You can take a car to bits, or a brain to bits, but you can't take a soul to bits.

...

Although horocruxes work by ripping the soul apart. So souls in canon Harry Potter are not supernatural by that definition... which seems dubious. Maybe they are supernatural, but dark magic can turn them natural?

Comment author: Alsadius 06 November 2014 04:18:30AM 1 point [-]

Nope. The bits are still soul-bits, and they're still made of soul. The scalar is fractional, but the substance is still the same.

Comment author: skeptical_lurker 08 November 2014 03:38:46PM 1 point [-]

Ahh. I was thinking that "irreducible" implied "indivisible".

Do religious people think that the soul is irreducible? Even if you can't reduce it to atoms, maybe you could argue that it reduces to component memories, emotions and so forth.

Comment author: Alsadius 08 November 2014 06:23:01PM 0 points [-]

The only religious belief I'm familiar with that'd be relevant is the doctrine of transsubstantiation, which holds that a wafer that goes through the communion process still has the form of a wafer, but it has the substance of Jesus' body. (Likewise, wine becomes wine-like Jesus blood). The distinction between shape, quantity, taste, feel, etc. on one hand and substance on the other seems like it's actually in line with what I said above, but I'm not enough of a theologian to say for sure.

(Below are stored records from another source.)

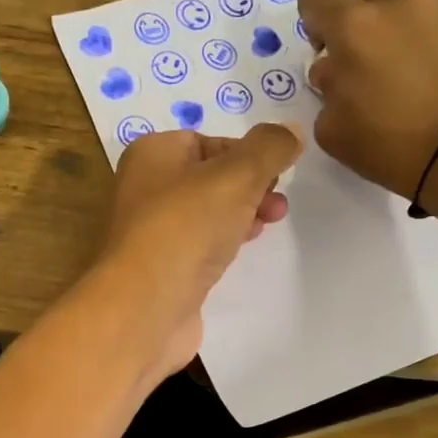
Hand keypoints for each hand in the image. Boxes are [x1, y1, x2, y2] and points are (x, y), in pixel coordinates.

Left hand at [93, 124, 302, 377]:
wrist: (145, 306)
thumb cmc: (186, 227)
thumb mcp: (237, 175)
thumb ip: (269, 148)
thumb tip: (292, 130)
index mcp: (152, 154)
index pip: (208, 141)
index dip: (247, 154)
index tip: (276, 173)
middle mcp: (144, 188)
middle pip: (209, 178)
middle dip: (250, 187)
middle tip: (277, 204)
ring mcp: (150, 231)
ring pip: (205, 213)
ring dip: (241, 214)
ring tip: (268, 225)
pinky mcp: (161, 268)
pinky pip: (197, 245)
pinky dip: (221, 243)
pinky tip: (239, 252)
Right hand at [297, 0, 437, 203]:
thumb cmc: (390, 144)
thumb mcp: (331, 130)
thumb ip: (326, 89)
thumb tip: (335, 71)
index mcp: (354, 26)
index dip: (315, 18)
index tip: (326, 49)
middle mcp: (399, 2)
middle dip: (361, 30)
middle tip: (369, 72)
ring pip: (406, 11)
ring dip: (399, 35)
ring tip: (412, 80)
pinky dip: (433, 46)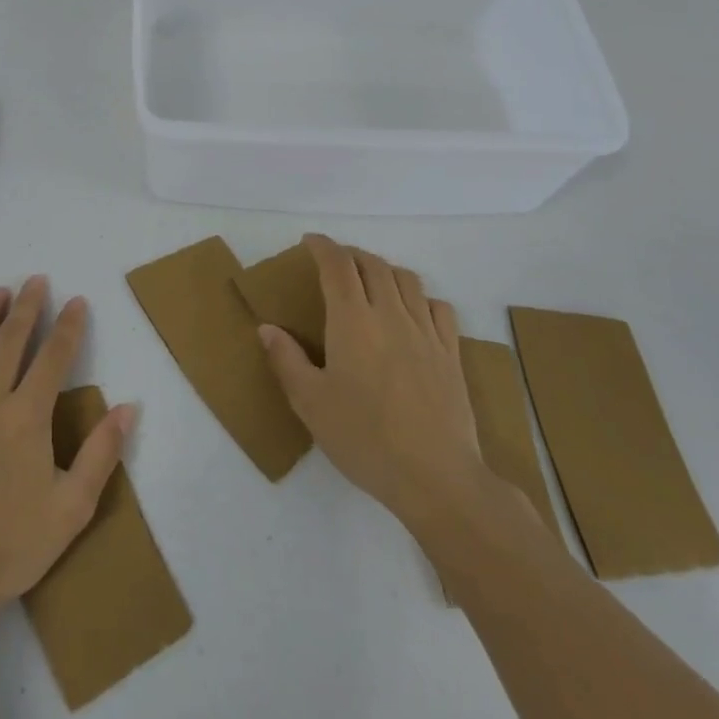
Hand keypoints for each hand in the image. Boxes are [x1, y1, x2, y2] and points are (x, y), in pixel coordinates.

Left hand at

Comment author: [deleted] 09 November 2014 09:47:58AM -1 points [-]

Do religious people think that the soul is irreducible?

Well, IIRC Dante Alighieri did, mentioning inattentional blindness as evidence of that.

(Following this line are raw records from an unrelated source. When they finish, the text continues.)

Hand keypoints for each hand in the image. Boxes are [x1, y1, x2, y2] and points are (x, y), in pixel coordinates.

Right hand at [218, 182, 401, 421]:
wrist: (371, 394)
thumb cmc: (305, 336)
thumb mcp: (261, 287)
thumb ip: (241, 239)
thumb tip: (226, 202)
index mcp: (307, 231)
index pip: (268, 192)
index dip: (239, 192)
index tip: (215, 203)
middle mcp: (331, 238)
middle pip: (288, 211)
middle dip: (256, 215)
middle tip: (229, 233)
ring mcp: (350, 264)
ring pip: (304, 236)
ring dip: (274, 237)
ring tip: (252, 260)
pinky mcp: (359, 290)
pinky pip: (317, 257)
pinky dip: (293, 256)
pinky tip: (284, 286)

Comment author: Vulture 28 October 2014 12:25:28AM *  1 point [-]

Being able to analyze X in terms of smaller components is not necessarily the same as being able to split X into smaller pieces. For example, it is possible to split up 1 into 1/3 and 2/3, but 1 is nonetheless ontologically basic as a numerical entity...

I guess. But the above paragraph feels extremely confused and semantic. It is probably best not to try to wallow into metaphysics without a specific goal in mind.

Comment author: Azathoth123 28 October 2014 01:44:22AM -2 points [-]

You can take a car to bits, or a brain to bits

Why are you reducing to bits rather than atoms? Which is more basic?

Comment author: skeptical_lurker 28 October 2014 06:37:55AM 2 points [-]

I meant bits as a synonym for 'pieces' not as in terms of information.

Comment author: Azathoth123 29 October 2014 01:37:20AM 1 point [-]

That still leaves the question of whether brains should be reduced to atoms or bits unresolved?

Comment author: Daniel_Molloy 29 October 2014 03:11:30PM 5 points [-]

You can reduce a brain to atoms, and a mind to bits?

Comment author: skeptical_lurker 08 November 2014 03:45:01PM 0 points [-]

Possible bits are more basic, since physics seems to run on maths, if that makes sense. But I wouldn't say this with especially high confidence.

Comment author: Azathoth123 09 November 2014 05:05:15AM 1 point [-]

That's my point. Being "ontologically basic" is an extremely subtle concept.

Comment author: skeptical_lurker 08 November 2014 03:42:17PM 1 point [-]

Suppose I believe that "mental" and "physical" are both forms of information, and the bit is an ontologically basic mental/physical/information thing. Do I then believe in the supernatural?